For-Site Foundation's installation "@Large: Ai Weiwei on Alcatraz," was an "unprecedented exhibition" that ran within Alcatraz prison from September 27, 2014, to April 26, 2015. Ai Weiwei, restricted from leaving China since 2011, was unable to be onsite for installation and thus the project was a collaboration between him and Haines as curator. Haines, speaking about the show, said "one of the basic themes of this exhibition is 'what is freedom?'" The installation had seven parts, With Wind, Trace, Refraction, Stay Tuned, Illumination, Blossom, and Yours Truly. "With Wind" is a huge traditional Chinese dragon kite, weaving its way in and out of pillars in one of Alcatraz's frames of a hall, its body holding names of imprisoned and exiled activists. Haines spoke about the kite in "With Wind," "It will be flying, it will be free, but it will also be restricted in the building, so it's this really interesting conversation between control and freedom." The installation created a point of access to many of the prison's spaces that visitors are not usually able to enter, reinforcing ideas of control, detainment, and freedom through a collaboration with Alcatraz as a site.
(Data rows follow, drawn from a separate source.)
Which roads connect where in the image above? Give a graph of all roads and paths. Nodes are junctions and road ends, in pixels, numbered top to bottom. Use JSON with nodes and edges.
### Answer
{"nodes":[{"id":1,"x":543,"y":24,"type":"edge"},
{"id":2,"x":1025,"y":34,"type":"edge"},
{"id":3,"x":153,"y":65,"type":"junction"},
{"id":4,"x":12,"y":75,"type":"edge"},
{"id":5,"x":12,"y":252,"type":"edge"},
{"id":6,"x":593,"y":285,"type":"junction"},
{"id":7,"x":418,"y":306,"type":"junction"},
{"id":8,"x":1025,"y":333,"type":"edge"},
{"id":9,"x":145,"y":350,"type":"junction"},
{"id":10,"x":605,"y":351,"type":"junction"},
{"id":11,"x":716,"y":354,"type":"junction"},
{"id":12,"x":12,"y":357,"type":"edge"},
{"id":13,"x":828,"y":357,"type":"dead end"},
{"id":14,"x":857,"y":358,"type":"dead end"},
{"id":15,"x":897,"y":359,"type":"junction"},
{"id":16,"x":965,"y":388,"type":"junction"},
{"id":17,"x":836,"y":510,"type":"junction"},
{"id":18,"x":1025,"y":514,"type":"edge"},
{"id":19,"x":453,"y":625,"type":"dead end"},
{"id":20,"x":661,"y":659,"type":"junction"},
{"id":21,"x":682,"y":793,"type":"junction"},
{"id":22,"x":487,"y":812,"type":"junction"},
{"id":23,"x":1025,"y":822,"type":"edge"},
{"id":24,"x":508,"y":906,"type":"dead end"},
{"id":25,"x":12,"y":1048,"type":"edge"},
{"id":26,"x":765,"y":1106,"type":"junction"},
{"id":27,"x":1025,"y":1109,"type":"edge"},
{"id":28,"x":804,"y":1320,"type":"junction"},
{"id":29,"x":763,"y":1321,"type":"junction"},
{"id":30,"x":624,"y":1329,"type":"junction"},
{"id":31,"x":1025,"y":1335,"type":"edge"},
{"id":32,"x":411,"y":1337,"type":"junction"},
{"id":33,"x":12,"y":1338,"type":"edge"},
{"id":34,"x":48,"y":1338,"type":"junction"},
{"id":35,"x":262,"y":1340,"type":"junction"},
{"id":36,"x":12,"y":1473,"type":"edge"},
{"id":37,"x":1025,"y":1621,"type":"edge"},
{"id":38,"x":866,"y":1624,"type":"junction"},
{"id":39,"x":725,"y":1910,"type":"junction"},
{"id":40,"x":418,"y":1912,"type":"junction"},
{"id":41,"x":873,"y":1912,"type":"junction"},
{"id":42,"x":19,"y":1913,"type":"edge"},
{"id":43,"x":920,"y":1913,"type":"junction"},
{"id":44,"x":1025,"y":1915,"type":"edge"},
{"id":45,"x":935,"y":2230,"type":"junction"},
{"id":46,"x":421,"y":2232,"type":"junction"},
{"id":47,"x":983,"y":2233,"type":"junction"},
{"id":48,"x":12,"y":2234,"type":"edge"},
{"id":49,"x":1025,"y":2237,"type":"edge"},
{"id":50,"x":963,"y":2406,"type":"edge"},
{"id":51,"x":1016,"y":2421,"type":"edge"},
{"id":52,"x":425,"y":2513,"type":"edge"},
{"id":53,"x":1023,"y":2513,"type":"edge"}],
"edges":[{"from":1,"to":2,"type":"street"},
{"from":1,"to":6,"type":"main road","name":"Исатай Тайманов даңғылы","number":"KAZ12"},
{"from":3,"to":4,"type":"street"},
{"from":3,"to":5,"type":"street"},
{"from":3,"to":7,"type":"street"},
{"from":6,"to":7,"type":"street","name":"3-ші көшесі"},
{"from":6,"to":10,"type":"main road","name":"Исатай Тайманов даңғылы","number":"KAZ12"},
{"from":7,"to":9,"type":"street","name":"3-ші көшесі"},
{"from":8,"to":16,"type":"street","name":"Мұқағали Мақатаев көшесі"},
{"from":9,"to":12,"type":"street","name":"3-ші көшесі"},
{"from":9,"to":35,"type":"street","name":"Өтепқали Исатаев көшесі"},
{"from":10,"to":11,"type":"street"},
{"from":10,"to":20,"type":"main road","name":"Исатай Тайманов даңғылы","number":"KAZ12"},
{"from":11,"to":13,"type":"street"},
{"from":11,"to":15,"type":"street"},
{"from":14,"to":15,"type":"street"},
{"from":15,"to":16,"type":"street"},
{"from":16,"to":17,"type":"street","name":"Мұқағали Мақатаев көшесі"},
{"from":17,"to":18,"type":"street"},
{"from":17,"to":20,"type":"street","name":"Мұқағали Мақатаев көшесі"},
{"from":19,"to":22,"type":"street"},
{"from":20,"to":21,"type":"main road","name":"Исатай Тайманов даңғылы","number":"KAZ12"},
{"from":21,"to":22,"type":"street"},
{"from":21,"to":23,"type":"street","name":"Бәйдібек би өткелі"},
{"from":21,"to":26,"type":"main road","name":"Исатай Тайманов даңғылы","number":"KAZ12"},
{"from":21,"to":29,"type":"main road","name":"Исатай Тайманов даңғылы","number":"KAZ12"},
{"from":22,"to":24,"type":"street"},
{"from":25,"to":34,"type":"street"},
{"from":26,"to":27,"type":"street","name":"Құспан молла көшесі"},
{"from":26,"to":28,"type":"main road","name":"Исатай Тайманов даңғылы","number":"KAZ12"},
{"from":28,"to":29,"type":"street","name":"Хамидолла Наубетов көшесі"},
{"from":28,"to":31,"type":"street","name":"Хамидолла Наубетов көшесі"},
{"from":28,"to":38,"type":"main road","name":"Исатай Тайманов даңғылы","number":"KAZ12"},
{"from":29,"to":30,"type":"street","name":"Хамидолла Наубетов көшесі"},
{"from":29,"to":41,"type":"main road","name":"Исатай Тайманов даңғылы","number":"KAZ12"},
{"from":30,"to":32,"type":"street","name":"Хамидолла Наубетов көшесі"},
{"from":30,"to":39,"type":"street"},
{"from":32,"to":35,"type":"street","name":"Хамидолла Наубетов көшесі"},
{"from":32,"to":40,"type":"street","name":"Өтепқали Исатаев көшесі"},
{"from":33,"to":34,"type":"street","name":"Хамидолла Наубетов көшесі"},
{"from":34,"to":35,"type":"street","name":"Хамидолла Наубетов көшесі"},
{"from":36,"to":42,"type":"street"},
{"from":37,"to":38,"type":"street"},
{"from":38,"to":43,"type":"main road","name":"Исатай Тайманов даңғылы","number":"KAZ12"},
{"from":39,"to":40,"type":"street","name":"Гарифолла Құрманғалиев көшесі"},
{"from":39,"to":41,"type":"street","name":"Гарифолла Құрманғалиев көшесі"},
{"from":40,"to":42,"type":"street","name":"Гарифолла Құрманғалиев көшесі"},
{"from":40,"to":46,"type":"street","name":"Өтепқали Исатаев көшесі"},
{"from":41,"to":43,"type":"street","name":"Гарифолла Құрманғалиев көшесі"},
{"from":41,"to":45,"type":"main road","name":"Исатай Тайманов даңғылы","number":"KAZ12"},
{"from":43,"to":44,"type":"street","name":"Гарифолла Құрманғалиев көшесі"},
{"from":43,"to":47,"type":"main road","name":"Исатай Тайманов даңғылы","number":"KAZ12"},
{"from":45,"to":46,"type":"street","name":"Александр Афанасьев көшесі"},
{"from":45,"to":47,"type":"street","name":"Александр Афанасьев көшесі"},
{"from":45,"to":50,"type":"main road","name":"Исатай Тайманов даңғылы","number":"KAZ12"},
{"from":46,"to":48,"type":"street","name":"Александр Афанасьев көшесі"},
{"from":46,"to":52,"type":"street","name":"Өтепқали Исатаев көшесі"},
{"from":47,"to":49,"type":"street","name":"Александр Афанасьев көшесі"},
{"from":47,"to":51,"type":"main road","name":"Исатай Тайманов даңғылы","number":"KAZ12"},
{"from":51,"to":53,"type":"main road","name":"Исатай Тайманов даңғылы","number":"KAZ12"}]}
The project went on to be featured in the feature documentary, Ai Weiwei: Yours Truly, which was produced by the FOR-SITE Foundation and debuted as a world premiere in 2019 at the San Francisco International Film Festival.

=== Cornelia Parker ===
Cornelia Parker was the first artist to complete the FOR-SITE Foundation residency established in 2004. There, she developed a sequel to Mass (Colder Darker Matter) (1997) The work was presented at Yerba Buena Center for the Arts's Risk and Response series during its 2005/2006 season.